Tuesday, May 31, 2011

Cristina Fernández in Mexico

Argentine President Cristina Fernández is visiting Mexico, after the postponement of an earlier planned trip. She notably met first with Carlos Slim and other businessmen - Slim is said to consider major investments in Argentina. Both Fernández and her foreign minister, Héctor Timerman, has expressed criticism of U.S. drug fighting strategies: Timerman noted that,
"we already know from where the guns come, and who consumes the drugs; what Mexico provides, is the dead"
Fernández expressed solidarity with Mexico over the scourge of the drug cartels, and called for the more developed countries to reduce consumption, weapons smuggling, and money laundering.

All pretty sensible to me.

The best allies money can buy: The Arce-Círigo brothers, now with PRI

After Carlos Loret de Mola first noted the development in his column, it's now official:
The Arce-Círigo brothers - René Arce and Víctor Hugo Círigo - have amazingly enough, after ditching the PRD in 2009, lined up behind PRI. The Mexico City power brokers - their main stronghold remains Iztapalapa - have now allied with the PRI and Peña Nieto, Senator René Arce announced yesterday.

The El Universal article puts its best in its opening line: "René Arce has always played to the highest bidder," as has his brother. The two ditched the PRD in 2009 when they failed to win control of Iztapalapa, which they earlier took turns governing,  and have now quite notably lined up behind Eruviel Ávila for Mexico State governor. Former PRD deputy Ruth Zavaleta, who also governed the borough Venustiano Carranza, is also closely allied with the brothers (she is the girlfriend of René), and was the first to publicly join Peña Nieto and the PRI, in the failed PRI campaign in Guerrero (she earlier quixotically tried to be the gubernatorial candidate there).

Outside of Mexico City - the importance of the newfound allies lies, of course, in the proximity of the former to key urban zones of Mexico State, which in places completely overlap - an additional new ex-PRD ally is José Diego León Díaz, a former regidor of Neza, who claimed to bring with him 4,000 PRD supperters over to the side of Eruviel Ávila.

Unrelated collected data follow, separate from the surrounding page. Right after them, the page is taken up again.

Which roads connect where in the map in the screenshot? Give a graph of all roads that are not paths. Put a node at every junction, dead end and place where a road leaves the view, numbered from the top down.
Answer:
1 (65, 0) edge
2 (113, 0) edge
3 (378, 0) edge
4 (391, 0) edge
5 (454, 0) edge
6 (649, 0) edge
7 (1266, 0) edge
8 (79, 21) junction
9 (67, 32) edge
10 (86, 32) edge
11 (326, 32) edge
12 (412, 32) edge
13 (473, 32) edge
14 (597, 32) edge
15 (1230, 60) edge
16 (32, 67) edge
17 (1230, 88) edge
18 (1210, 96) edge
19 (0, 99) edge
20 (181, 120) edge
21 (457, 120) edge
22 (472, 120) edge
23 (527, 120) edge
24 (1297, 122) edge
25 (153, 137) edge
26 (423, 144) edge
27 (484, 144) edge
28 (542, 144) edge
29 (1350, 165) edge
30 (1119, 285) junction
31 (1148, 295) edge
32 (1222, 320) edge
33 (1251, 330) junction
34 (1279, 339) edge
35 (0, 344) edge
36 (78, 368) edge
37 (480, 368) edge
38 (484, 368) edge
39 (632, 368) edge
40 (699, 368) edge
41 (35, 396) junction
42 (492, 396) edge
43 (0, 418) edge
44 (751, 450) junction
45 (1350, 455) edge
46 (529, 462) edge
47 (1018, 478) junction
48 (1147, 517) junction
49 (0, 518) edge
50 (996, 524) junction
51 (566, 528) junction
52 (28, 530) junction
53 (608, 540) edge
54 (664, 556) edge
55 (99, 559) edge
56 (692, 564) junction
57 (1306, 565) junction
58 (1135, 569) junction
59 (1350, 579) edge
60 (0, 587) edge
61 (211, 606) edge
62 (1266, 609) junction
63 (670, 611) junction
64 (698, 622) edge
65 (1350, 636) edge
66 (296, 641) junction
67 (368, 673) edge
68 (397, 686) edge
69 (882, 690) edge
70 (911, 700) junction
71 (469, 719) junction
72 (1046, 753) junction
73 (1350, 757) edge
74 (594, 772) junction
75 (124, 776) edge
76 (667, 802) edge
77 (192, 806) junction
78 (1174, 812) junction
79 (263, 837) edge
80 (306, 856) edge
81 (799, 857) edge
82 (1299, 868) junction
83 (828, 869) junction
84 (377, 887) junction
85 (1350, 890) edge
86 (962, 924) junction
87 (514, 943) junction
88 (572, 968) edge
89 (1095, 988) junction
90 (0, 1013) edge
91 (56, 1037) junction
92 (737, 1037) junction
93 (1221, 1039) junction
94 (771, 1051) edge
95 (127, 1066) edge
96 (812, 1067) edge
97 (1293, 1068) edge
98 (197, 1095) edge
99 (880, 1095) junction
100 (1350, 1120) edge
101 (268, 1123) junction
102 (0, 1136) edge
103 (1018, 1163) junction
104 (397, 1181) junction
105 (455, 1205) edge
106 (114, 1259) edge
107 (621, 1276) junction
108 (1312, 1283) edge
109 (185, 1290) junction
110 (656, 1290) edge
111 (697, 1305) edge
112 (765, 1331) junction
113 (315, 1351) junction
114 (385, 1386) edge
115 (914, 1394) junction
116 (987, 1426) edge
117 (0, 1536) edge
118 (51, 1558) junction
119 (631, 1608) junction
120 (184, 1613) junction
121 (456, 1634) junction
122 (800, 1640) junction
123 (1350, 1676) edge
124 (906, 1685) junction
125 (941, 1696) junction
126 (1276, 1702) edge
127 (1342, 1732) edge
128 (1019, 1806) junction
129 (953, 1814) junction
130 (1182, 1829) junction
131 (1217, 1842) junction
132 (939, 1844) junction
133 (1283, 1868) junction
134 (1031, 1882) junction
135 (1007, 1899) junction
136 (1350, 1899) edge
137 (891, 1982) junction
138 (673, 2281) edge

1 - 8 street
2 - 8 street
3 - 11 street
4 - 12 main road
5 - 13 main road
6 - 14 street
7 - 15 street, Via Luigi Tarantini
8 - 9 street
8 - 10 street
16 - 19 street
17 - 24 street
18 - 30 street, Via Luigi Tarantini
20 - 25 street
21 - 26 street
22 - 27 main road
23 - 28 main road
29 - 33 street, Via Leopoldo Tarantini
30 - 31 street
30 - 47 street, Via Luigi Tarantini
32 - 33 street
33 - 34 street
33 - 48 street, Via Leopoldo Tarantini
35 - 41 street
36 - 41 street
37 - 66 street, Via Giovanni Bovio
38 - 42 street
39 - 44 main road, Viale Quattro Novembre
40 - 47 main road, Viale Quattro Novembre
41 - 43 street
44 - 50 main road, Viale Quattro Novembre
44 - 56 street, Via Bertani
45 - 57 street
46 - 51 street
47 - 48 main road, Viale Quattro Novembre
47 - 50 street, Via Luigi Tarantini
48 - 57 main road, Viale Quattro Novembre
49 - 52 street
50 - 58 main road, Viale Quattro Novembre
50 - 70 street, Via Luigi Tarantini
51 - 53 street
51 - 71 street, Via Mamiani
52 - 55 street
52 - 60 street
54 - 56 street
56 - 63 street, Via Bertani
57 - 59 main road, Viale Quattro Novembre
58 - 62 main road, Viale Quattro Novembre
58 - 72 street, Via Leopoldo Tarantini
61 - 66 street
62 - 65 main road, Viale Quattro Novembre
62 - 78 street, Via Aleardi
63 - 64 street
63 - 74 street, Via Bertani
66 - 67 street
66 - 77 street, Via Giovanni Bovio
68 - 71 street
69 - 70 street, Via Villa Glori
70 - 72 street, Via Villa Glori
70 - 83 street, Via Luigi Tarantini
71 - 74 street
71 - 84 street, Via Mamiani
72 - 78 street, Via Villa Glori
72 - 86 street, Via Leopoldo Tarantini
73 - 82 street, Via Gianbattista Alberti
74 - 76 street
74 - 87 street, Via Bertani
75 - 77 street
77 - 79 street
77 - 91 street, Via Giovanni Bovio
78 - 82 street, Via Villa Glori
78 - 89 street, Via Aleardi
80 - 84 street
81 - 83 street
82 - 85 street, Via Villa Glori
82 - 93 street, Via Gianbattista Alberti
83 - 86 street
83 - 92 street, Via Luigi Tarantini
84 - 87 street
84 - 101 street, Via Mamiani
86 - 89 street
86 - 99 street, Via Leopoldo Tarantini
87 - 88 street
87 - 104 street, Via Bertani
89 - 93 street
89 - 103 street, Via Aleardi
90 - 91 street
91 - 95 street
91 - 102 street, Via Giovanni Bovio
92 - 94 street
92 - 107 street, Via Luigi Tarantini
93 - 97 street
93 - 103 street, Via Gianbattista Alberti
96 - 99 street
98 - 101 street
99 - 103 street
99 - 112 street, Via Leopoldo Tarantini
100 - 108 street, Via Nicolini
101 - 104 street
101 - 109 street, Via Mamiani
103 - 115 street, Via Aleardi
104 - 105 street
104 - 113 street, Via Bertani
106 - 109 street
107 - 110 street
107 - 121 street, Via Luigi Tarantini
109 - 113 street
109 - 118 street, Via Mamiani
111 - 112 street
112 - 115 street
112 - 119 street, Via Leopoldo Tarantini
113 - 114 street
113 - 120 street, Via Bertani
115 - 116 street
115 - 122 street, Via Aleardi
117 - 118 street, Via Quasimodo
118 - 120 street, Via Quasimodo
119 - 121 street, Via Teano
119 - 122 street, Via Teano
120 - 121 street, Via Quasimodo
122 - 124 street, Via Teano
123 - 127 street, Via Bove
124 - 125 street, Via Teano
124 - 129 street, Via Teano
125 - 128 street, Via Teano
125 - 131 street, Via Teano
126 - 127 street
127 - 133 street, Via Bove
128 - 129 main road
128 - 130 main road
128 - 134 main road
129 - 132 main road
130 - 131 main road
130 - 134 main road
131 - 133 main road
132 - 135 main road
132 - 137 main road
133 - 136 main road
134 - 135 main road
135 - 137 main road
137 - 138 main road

PRD candidate for governor Alejandro Encinas said it best: "unfortunately, there are some compañeros who can be bough." The same, of course, applies eminently well to the Arce-Círigo brothers.
Yet beyond the PRD woes, while hardly new, it is a deeply troubling development, as one can hardly blame citizens for their cynicism toward politicians and political parties, with such a spineless lack of ideological and party loyalty.

For Eruviel Ávila, and of course for Peña Nieto in 2012 and whomever the PRI postulates for Mexico City governor, this is an important tactical victory.

José Ángel Córdova goes for Guanajuato - what will El Yunque do?

Mexico's very able secretary of health, José Ángel Córdova Villalobos, will step down in September in order to seek the PAN's nomination to be governor of Guanajuato.

Guanajuato Governor Juan Manuel Oliva will not be happy with this. He is instead pushing his own candidate, namely his state secretary of social development, Miguel Márquez Márquez, linked to the secret extremist Catholic society El Yunque, as is another former government secretary and Yunquista, Gerardo Mosqueda Martínez.

Yet Córdova - a far more liberal-minded panista -  remains very popular in Guanajuato. He has even kept up his local practice and continued to receive patients - all the while remaining the federal secretary of health. It will truly be a challenge for El Yunque, despite their strength in Guanajuato, to take on such credentials.

INM collusion with organized crime continues

An in-depth story in yesterday's El Universal is a recommended read on the plight of migrants in Mexico, who, as the priest Heyden Vázquez Medina of the migrant shelter Hogar de la Misericordia in Arriaga, Chiapas details, are continually abused by INM agents often in direct collusion with organized crime.

How many of these stories will it take before INM head Salvador Beltrán del Río stop sheepishly dismissing them as "exceptions"?